The wide range of styles, blends, and bottle age produced thought-provoking comparisons that helped the learning along for many of us, especially me, who as I have said has not spent nearly enough time experimenting and learning more about these Méthode Champenoise wines. The best Champagnes and sparkling wines are made by Méthode Champenoise which requires a secondary fermentation in the bottle. This secondary fermentation is accomplished by adding a mixture of sugar and yeast. Quality sparkling wines are usually left on their yeast for several months, even up to six years. The important thing to remember is that secondary fermentation happens in the bottle in quality sparkling wines. If you see the word “charmat” it means the secondary fermentation happened in a large tank, an indicator of a lesser quality wine.
Here is a descriptive line up and approximate prices:
Thornton 2004 Brut Reserve ($38): Blended from the best individual vineyard lots of Chardonnay, Pinot Blanc, and Pinot Noir, this special Cuvée was assembled and finished in 2010. It shows delicate apple and toasted yeast in the nose…and ohhh those lovely fine stream of dancing bubbles certainly enhance the overall tasting experience. Very food friendly.
Thornton Non-Vintage Brut ($24): A blend of chardonnay and Pinot Blanc this wine presents crisp fruit characters including apple, pear and tropical aromas. A long creamy finish is a bonus.
Thornton Non-Vintage Blanc de Noirs ($24): This is a rich, complex sparkler made entirely from Pinot Noir grapes. Expect rich melon fruit and nutty yeast characteristics alongside citrus and apple notes.
Thornton 2005 Brut Rosé ($29): A light garnet hue sets the stage for delightful indulgence. I know you’ll enjoy the complex aromas that conjure up lilacs and wild cherries, ending with a creamy mousse-like finish. Perfect for the holidays, hostess gifts, or when you want to make a statement about your own exploration of fine Champagnes.
Thornton Non-Vintage Cuvée Rouge ($26): Grapes for the primary cuvée were hand-picked and tank pressed as whole clusters. The term cuvée refers to a blended batch of wines. In Champagne, the large houses create their traditional (and very secret) house-style cuvées by blending various wines before creating the final product via Méthode Champenoise. Unbelievably good with turkey, ham and lemon desserts.

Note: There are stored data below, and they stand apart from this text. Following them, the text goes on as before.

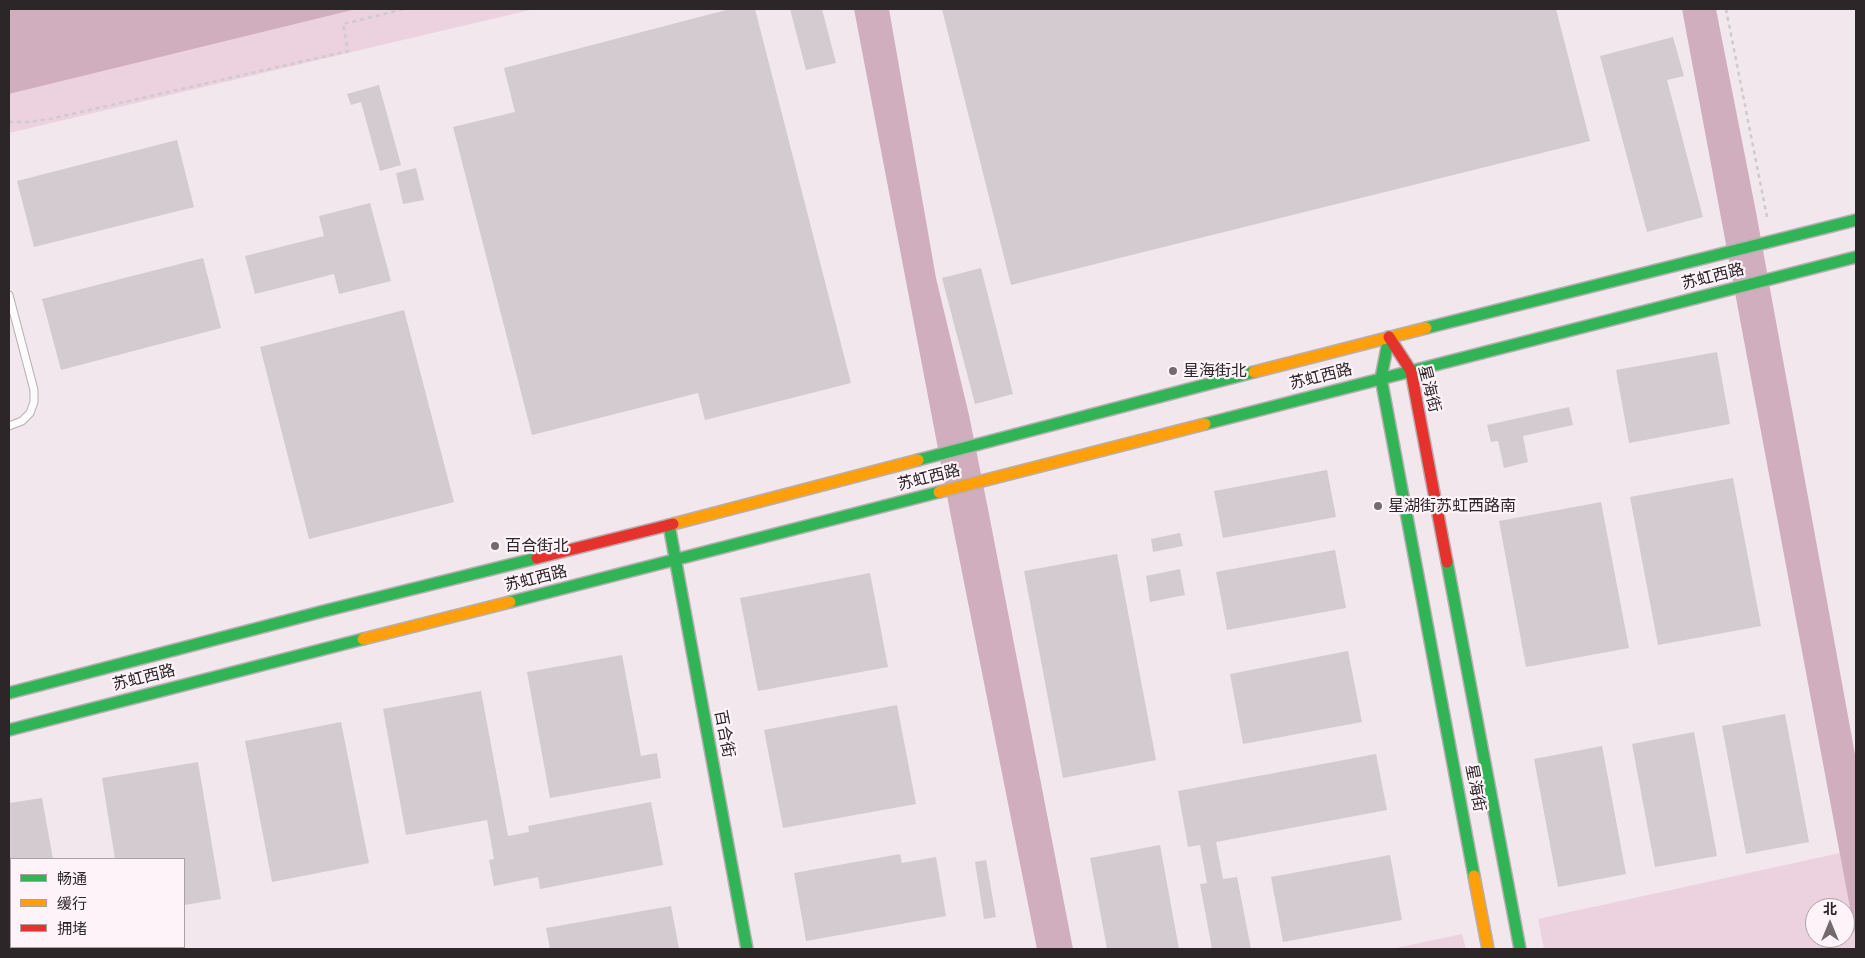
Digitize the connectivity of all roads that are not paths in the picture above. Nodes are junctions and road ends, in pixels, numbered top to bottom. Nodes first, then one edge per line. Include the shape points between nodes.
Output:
1 (1856, 220) edge
2 (1856, 257) edge
3 (9, 295) edge
4 (1389, 337) junction
5 (1411, 371) junction
6 (1381, 378) junction
7 (9, 426) edge
8 (669, 525) junction
9 (675, 560) junction
10 (9, 693) edge
11 (9, 730) edge
12 (747, 949) edge
13 (1488, 949) edge
14 (1520, 949) edge

1 - 4 main road, 苏虹西路
2 - 5 main road, 苏虹西路
3 - 7 lane via 34,390 34,402 22,421
4 - 5 main road, 星海街
4 - 6 main road, 星海街
4 - 8 main road, 苏虹西路
5 - 6 main road, 苏虹西路
5 - 14 main road, 星海街
6 - 9 main road, 苏虹西路
6 - 13 main road, 星海街
8 - 9 main road, 百合街
8 - 10 main road, 苏虹西路
9 - 11 main road, 苏虹西路
9 - 12 main road, 百合街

This tasting left me with three valuable lessons:
1. Champagne is magic: Use it to pair with any kind of food. From sweet to spicy, Champagnes make the culinary journey more fun and interesting. As John Thornton told us, “Who could be sad when drinking Champagne?!” And hey, be gentle with removing the cork. Gently ease it out so that it sounds like an angel’s sigh.
2. Great Champagne is affordable: Champagne has become more affordable over the years. Thornton sparklers are beautiful examples of a premium product at an affordable price. Buy it at the winery or online.
3. Champagne, of all wines, is an indulgent everyday treat: Find the style you like and drink it. Regularly. As in every day. Be adventurous! Try the Thornton 2004 Brut Reserve ($38) with Chinese food or Thai instead of a Gewürztraminer.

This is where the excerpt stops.